**What the task requires**
Please tally the lines of the listing that hold the string "Vereador", and reply with that total only.

○ ○ ○

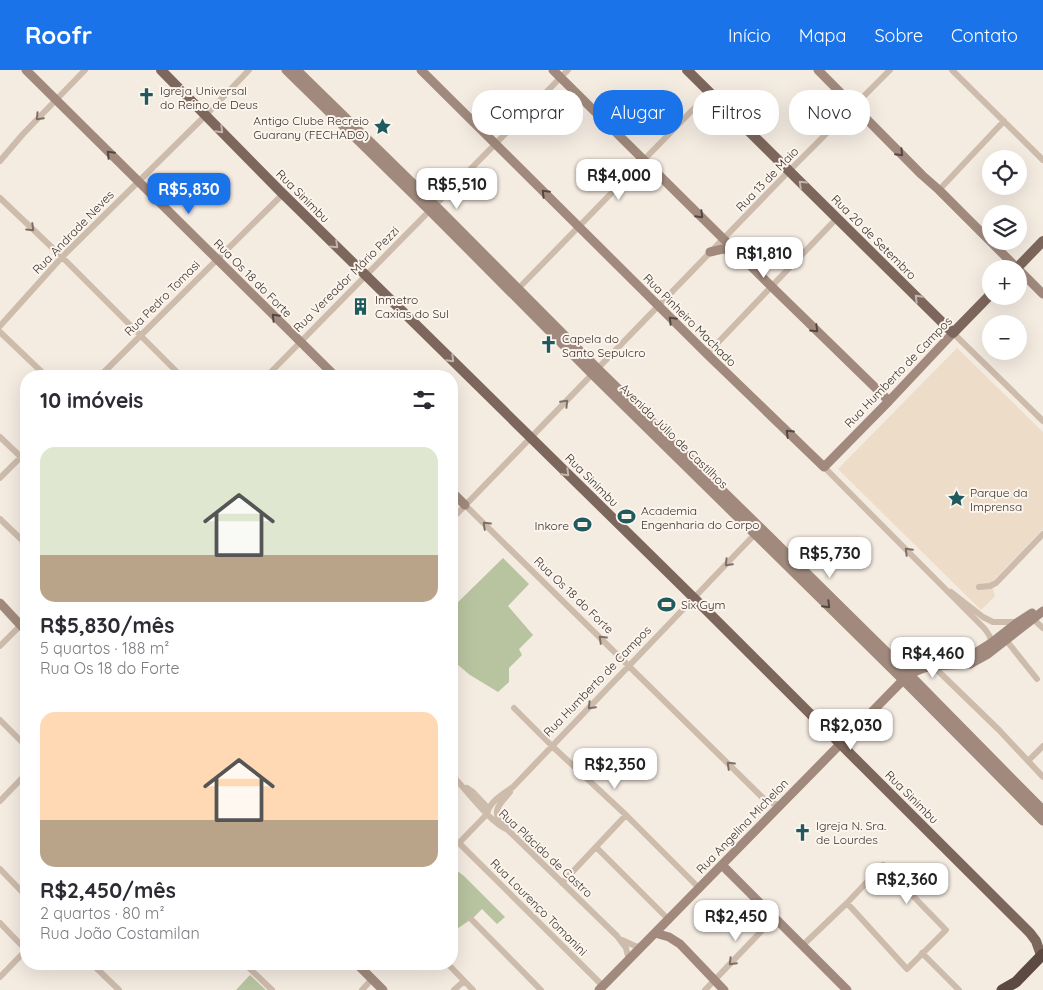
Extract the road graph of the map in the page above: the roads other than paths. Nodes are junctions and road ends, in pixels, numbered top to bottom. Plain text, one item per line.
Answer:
1 (26, 70) edge
2 (86, 70) edge
3 (161, 70) edge
4 (249, 70) edge
5 (421, 70) edge
6 (553, 70) edge
7 (568, 70) edge
8 (687, 70) edge
9 (818, 70) edge
10 (890, 70) edge
11 (963, 70) edge
12 (292, 71) edge
13 (954, 73) edge
14 (561, 78) junction
15 (708, 90) edge
16 (838, 90) edge
17 (870, 90) edge
18 (56, 100) junction
19 (693, 110) edge
20 (206, 115) junction
21 (1004, 121) junction
22 (870, 122) edge
23 (751, 135) edge
24 (823, 135) edge
25 (496, 144) junction
26 (644, 160) junction
27 (1043, 160) edge
28 (0, 161) edge
29 (785, 171) junction
30 (138, 181) junction
31 (939, 190) junction
32 (283, 194) junction
33 (0, 198) edge
34 (432, 207) junction
35 (837, 218) junction
36 (579, 227) junction
37 (723, 239) junction
38 (1043, 242) edge
39 (710, 252) junction
40 (738, 254) junction
41 (62, 257) junction
42 (217, 259) junction
43 (1008, 260) edge
44 (1026, 260) edge
45 (366, 275) junction
46 (1027, 279) edge
47 (772, 287) junction
48 (516, 291) junction
49 (1043, 294) edge
50 (982, 303) edge
51 (658, 306) junction
52 (0, 326) edge
53 (0, 332) edge
54 (953, 333) junction
55 (140, 335) junction
56 (300, 342) junction
57 (707, 354) junction
58 (40, 370) edge
59 (106, 370) edge
60 (175, 370) edge
61 (273, 370) edge
62 (329, 370) edge
63 (595, 371) junction
64 (889, 401) junction
65 (1043, 420) edge
66 (0, 437) edge
67 (531, 438) junction
68 (20, 458) joint
69 (824, 467) junction
70 (0, 478) edge
71 (458, 498) edge
72 (466, 506) junction
73 (458, 513) edge
74 (0, 519) edge
75 (758, 531) junction
76 (1043, 534) edge
77 (20, 538) edge
78 (942, 586) junction
79 (979, 587) dead end
80 (694, 598) junction
81 (0, 603) edge
82 (1043, 605) edge
83 (1043, 611) edge
84 (1031, 617) junction
85 (20, 622) edge
86 (1018, 622) junction
87 (1043, 628) edge
88 (20, 629) edge
89 (1006, 640) junction
90 (992, 643) junction
91 (0, 646) edge
92 (988, 654) junction
93 (956, 665) junction
94 (629, 666) junction
95 (933, 666) junction
96 (906, 677) junction
97 (1038, 679) dead end
98 (514, 708) dead end
99 (0, 720) edge
100 (20, 740) edge
101 (841, 744) junction
102 (552, 746) junction
103 (1043, 746) edge
104 (1028, 761) junction
105 (1043, 777) edge
106 (20, 780) edge
107 (458, 781) edge
108 (513, 787) junction
109 (765, 800) junction
110 (0, 801) edge
111 (780, 805) junction
112 (1038, 805) edge
113 (488, 811) junction
114 (626, 815) junction
115 (770, 815) junction
116 (1043, 822) edge
117 (508, 830) junction
118 (458, 840) edge
119 (458, 846) edge
120 (596, 847) junction
121 (722, 865) junction
122 (0, 869) edge
123 (562, 883) junction
124 (700, 889) junction
125 (20, 890) edge
126 (847, 903) junction
127 (774, 918) junction
128 (668, 919) junction
129 (472, 920) dead end
130 (0, 923) edge
131 (654, 933) junction
132 (617, 936) junction
133 (20, 944) edge
134 (802, 946) junction
135 (641, 947) junction
136 (922, 953) junction
137 (20, 956) edge
138 (1042, 956) edge
139 (629, 960) junction
140 (98, 970) edge
141 (251, 970) edge
142 (363, 970) edge
143 (454, 970) edge
144 (0, 977) edge
145 (372, 979) junction
146 (464, 980) junction
147 (714, 980) junction
148 (601, 988) edge
149 (118, 990) edge
150 (272, 990) edge
151 (362, 990) edge
152 (383, 990) edge
153 (454, 990) edge
154 (473, 990) edge
155 (541, 990) edge
156 (705, 990) edge
157 (724, 990) edge
158 (847, 990) edge
159 (959, 990) edge
160 (1002, 990) edge

1 - 18 street, Rua Os 18 do Forte
2 - 18 street
3 - 20 main road, Rua Sinimbu
4 - 20 street, Rua Andrade Neves
5 - 25 street, Rua Pinheiro Machado
6 - 14 street
7 - 14 street, Rua Vereador Mário Pezzi
8 - 15 main road, Rua 20 de Setembro
9 - 16 street
10 - 17 street, Rua 13 de Maio
11 - 13 street
12 - 34 street, Avenida Júlio de Castilhos
13 - 21 street
14 - 25 street, Rua Vereador Mário Pezzi
14 - 26 street
18 -> 28 street
30 -> 18 street, Rua Os 18 do Forte
19 - 26 street
20 - 30 street, Rua Andrade Neves
20 -> 32 main road, Rua Sinimbu
21 - 27 street
21 - 31 street
22 -> 31 street
23 - 29 main road, Rua 20 de Setembro
24 - 29 street, Rua 13 de Maio
25 - 34 street, Rua Vereador Mário Pezzi
36 -> 25 street, Rua Pinheiro Machado
26 - 36 street
26 -> 37 street
35 -> 29 main road, Rua 20 de Setembro
29 - 37 street, Rua 13 de Maio
30 - 41 street, Rua Andrade Neves
30 - 42 street, Rua Os 18 do Forte
31 - 43 street
32 - 42 street, Rua Pedro Tomasi
32 -> 45 main road, Rua Sinimbu
33 -> 41 street
34 - 45 street, Rua Vereador Mário Pezzi
34 - 48 street, Avenida Júlio de Castilhos
35 - 47 street
54 -> 35 main road, Rua 20 de Setembro
36 - 48 street
36 - 51 street, Rua Pinheiro Machado
37 - 39 street, Rua 13 de Maio
37 - 40 street
38 - 44 main road
39 - 40 street
39 - 51 street, Rua 13 de Maio
40 - 47 street
41 - 52 street, Rua Andrade Neves
41 - 55 street
42 - 55 street, Rua Pedro Tomasi
56 -> 42 street, Rua Os 18 do Forte
45 - 56 street, Rua Vereador Mário Pezzi
45 -> 67 main road, Rua Sinimbu
46 - 49 street
47 - 57 street
47 -> 64 street
48 - 63 street, Avenida Júlio de Castilhos
50 - 54 main road, Rua Humberto de Campos
57 -> 51 street, Rua Pinheiro Machado
51 - 63 street, Rua 13 de Maio
53 - 58 street
54 - 64 street, Rua Humberto de Campos
54 - 65 street, Rua 20 de Setembro
55 - 59 street, Rua Pedro Tomasi
55 - 60 street
56 - 61 street, Rua Vereador Mário Pezzi
56 - 62 street, Rua Os 18 do Forte
69 -> 57 street, Rua Pinheiro Machado
67 -> 63 street, Rua 13 de Maio
63 - 75 street, Avenida Júlio de Castilhos
64 - 69 street, Rua Humberto de Campos
66 - 68 street
67 - 72 street, Rua 13 de Maio
67 -> 80 main road, Rua Sinimbu
68 - 70 street
78 -> 69 street, Rua Pinheiro Machado
71 - 72 street, Rua Os 18 do Forte
72 - 73 street, Rua 13 de Maio
94 -> 72 street, Rua Os 18 do Forte
74 - 77 street
75 -> 80 street, Rua Humberto de Campos
75 - 96 street, Avenida Júlio de Castilhos
76 - 79 street
78 - 86 street, Rua Pinheiro Machado
78 - 90 street, Rua Pinheiro Machado
80 - 94 street, Rua Humberto de Campos
80 - 101 main road, Rua Sinimbu
81 - 85 street
82 - 84 street
83 - 84 street
84 - 86 street
84 - 87 street
84 - 89 street
86 - 90 street
88 - 91 street
89 - 92 street
89 - 97 street
90 - 92 street
90 - 93 street
92 - 93 street
93 - 95 street
94 -> 102 street, Rua Humberto de Campos
109 -> 94 street, Rua Os 18 do Forte
95 - 96 street
95 - 104 street
96 - 101 street, Rua Angelina Michelon
96 - 112 street, Avenida Júlio de Castilhos
98 - 102 street
99 - 100 street
101 - 111 street, Rua Angelina Michelon
101 - 138 main road, Rua Sinimbu
102 - 108 street, Rua Humberto de Campos
102 - 114 street
103 - 104 street
104 - 105 street
106 - 110 street
107 - 113 street, Rua Plácido de Castro
108 - 113 street, Rua Humberto de Campos
108 - 117 street, Rua Humberto de Campos
109 - 111 street, Rua Os 18 do Forte
109 - 115 street, Rua Os 18 do Forte
111 - 115 street, Rua Angelina Michelon
112 - 116 street, Avenida Júlio de Castilhos
113 - 117 street, Rua Plácido de Castro
113 - 118 street, Rua Humberto de Campos
114 - 120 street
114 - 124 street
115 - 121 street, Rua Angelina Michelon
117 - 123 street, Rua Plácido de Castro
119 - 148 street, Rua Lourenço Tomanini
120 - 123 street
120 - 128 street
121 - 124 street, Rua Angelina Michelon
121 - 127 street
122 - 125 street
123 - 132 street, Rua Plácido de Castro
124 - 128 street, Rua Angelina Michelon
126 - 134 street
126 - 136 street
126 - 136 street
127 - 134 street
127 -> 147 street
128 - 131 street, Rua Angelina Michelon
129 - 155 street
130 - 133 street
131 - 135 street, Rua Angelina Michelon
131 - 147 street
132 - 135 street, Rua Plácido de Castro
132 - 139 street, Rua Plácido de Castro
134 - 158 street
135 - 139 street, Rua Angelina Michelon
136 - 159 street
137 - 144 street
138 - 160 highway
139 - 148 street, Rua Angelina Michelon
140 - 149 street
141 - 150 street
142 - 145 street
143 - 146 street
145 - 151 street
145 - 152 street
146 - 153 street
146 - 154 street
147 - 156 street
147 - 157 street

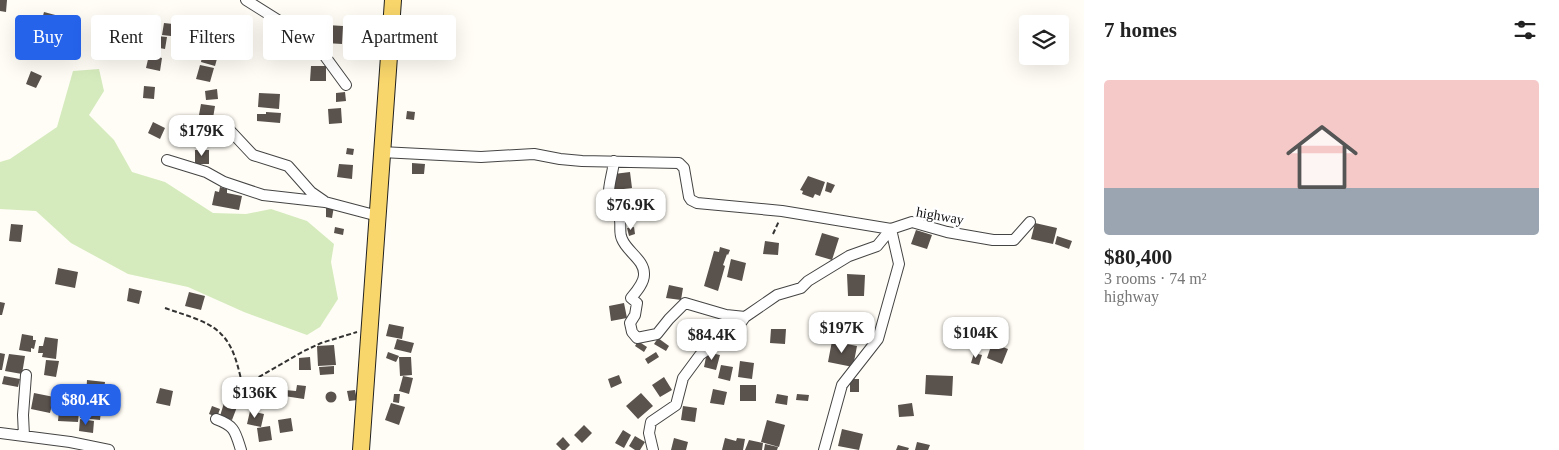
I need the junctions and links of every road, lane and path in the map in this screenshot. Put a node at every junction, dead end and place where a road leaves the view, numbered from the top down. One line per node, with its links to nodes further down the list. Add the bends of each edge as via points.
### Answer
1 (246, 0): 3 (street)
2 (392, 0): 6 (main road)
3 (259, 4): 4 (street, via 316,44)
4 (346, 85)
5 (222, 122): 9 (street, via 253,155 288,166 311,192)
6 (381, 152): 8 (street, via 481,157 534,154 560,159); 11 (main road)
7 (166, 160): 9 (street, via 263,195)
8 (614, 161): 10 (street, via 679,163 684,168 689,197 697,203); 16 (street, via 610,200 620,220 622,240 642,264 644,276 631,298 636,303 630,323 636,338 657,334 685,303)
9 (325, 202): 11 (street)
10 (782, 211): 13 (street); 14 (path)
11 (378, 216): 17 (main road)
12 (1030, 222): 13 (street, highway, via 1014,240 947,232 912,222)
13 (891, 229): 16 (street, via 877,246 849,256 801,288 777,295); 26 (street, via 899,264 878,338 842,385)
14 (773, 234)
15 (165, 308): 17 (path, via 214,327 222,334 236,359 242,383 248,384 321,343)
16 (745, 317): 25 (street, via 736,328 700,355 683,378 676,405 650,422)
17 (370, 328): 24 (main road)
18 (26, 375): 21 (street)
19 (216, 419): 23 (street, via 230,424)
20 (0, 433): 21 (street)
21 (24, 436): 22 (street)
22 (109, 450)
23 (241, 450)
24 (361, 450)
25 (653, 450)
26 (824, 450)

○ ○ ○

**Completed exercise**
6